== BRIEF ==
Scan the records for the string "bridge", then copy each line that has it.

Top of DATA RECORDS

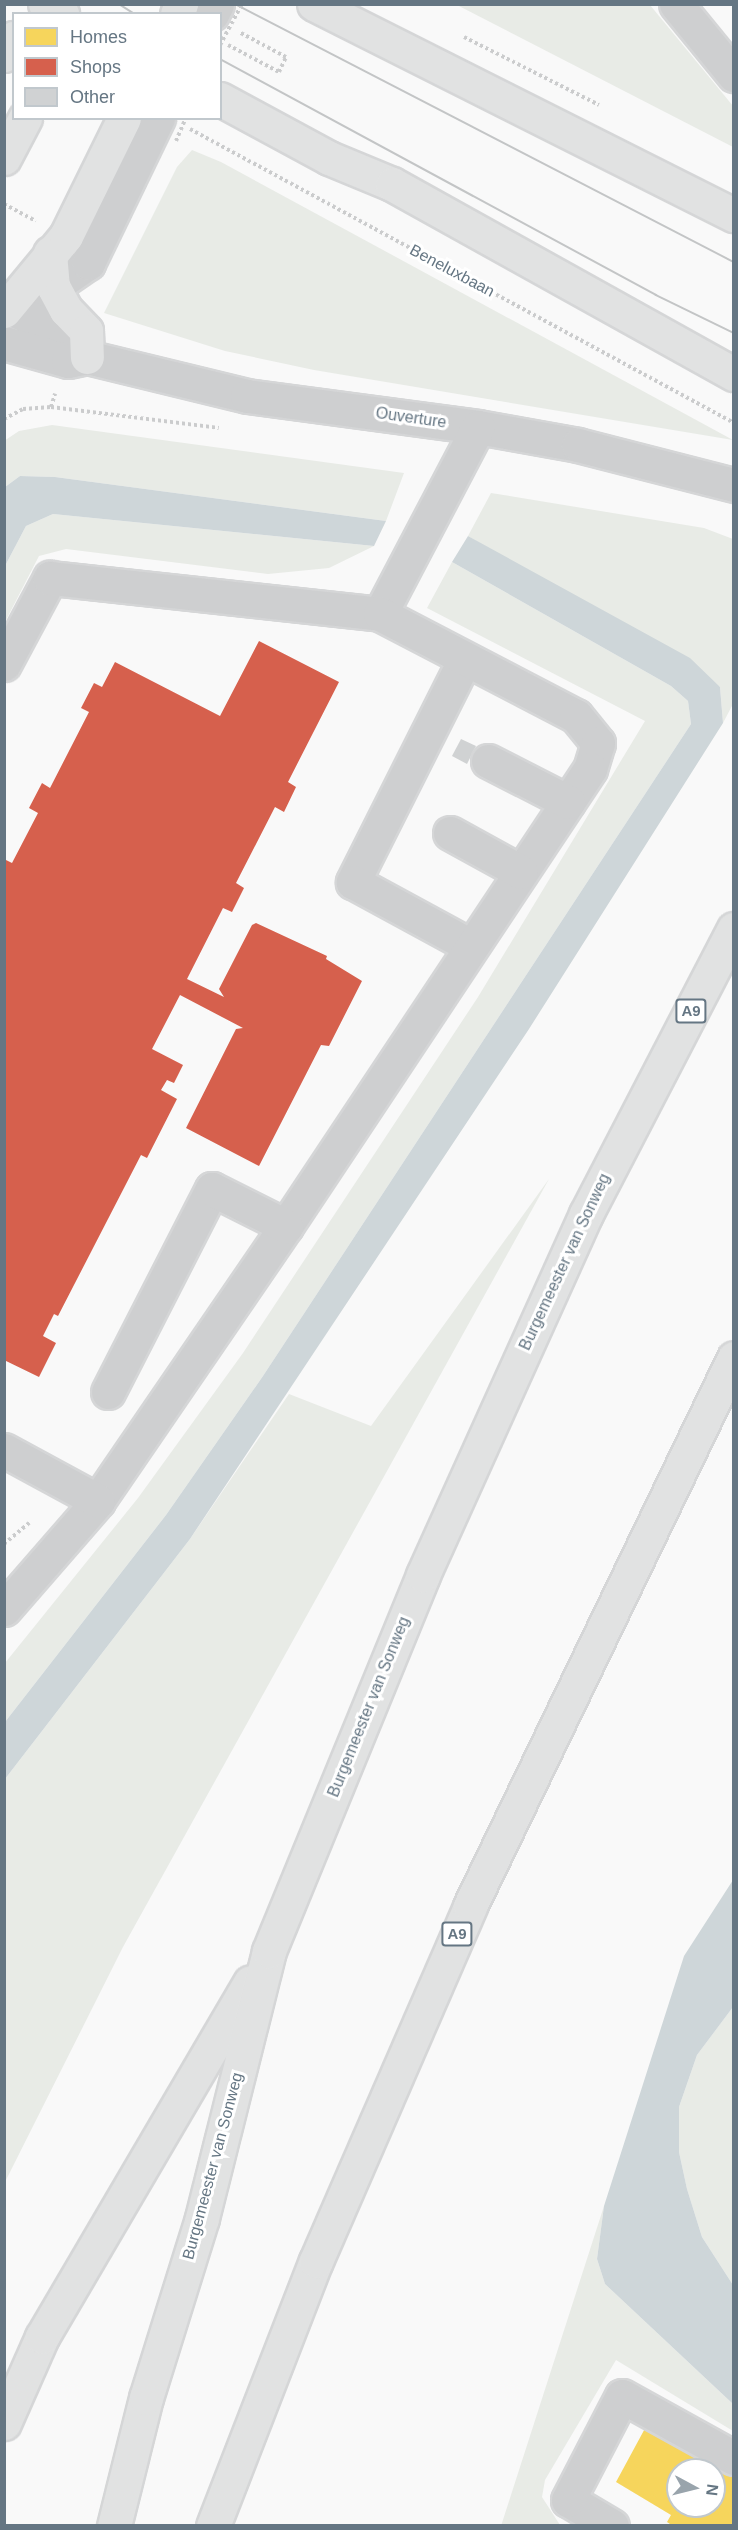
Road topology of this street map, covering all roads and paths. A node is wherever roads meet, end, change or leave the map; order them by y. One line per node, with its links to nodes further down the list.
1 (45, 4): 5 (main road)
2 (242, 4): 6 (path, bridge)
3 (314, 4): 15 (main road)
4 (676, 4): 9 (street)
5 (59, 12)
6 (222, 26)
7 (222, 27): 8 (path)
8 (222, 28)
9 (734, 75)
10 (222, 100): 21 (main road)
11 (24, 120): 14 (main road)
12 (179, 120): 13 (path, bridge)
13 (158, 126): 16 (main road); 17 (street); 22 (path, Beneluxbaan)
14 (4, 158)
15 (734, 215)
16 (50, 254): 17 (main road); 18 (main road)
17 (53, 286): 18 (street); 20 (main road)
18 (6, 308): 20 (street)
19 (4, 343): 20 (street, Ouverture)
20 (87, 357): 23 (street, Ouverture)
21 (734, 374)
22 (734, 423)
23 (478, 427): 24 (street, Ouverture); 25 (street)
24 (734, 485)
25 (380, 614): 26 (street); 27 (street)
26 (465, 659): 29 (street); 33 (street)
27 (4, 664)
28 (488, 761): 29 (street)
29 (568, 802): 31 (street)
30 (450, 833): 31 (street)
31 (521, 872): 33 (street)
32 (734, 930): 42 (main road, Burgemeester van Sonweg / A9)
33 (471, 946): 34 (street)
34 (286, 1226): 36 (street); 39 (street)
35 (734, 1358): 46 (main road, A9)
36 (108, 1392)
37 (4, 1450): 38 (street)
38 (58, 1479): 39 (street); 40 (path)
39 (98, 1501): 41 (street)
40 (4, 1544)
41 (4, 1610)
42 (269, 1951): 43 (main road, A9); 45 (main road, Burgemeester van Sonweg / A9)
43 (4, 2423)
44 (734, 2458): 47 (street)
45 (114, 2526)
46 (213, 2526)
47 (612, 2526)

Bottom of DATA RECORDS

== SOLUTION TO THE EXERCISE ==
2 (242, 4): 6 (path, bridge)
12 (179, 120): 13 (path, bridge)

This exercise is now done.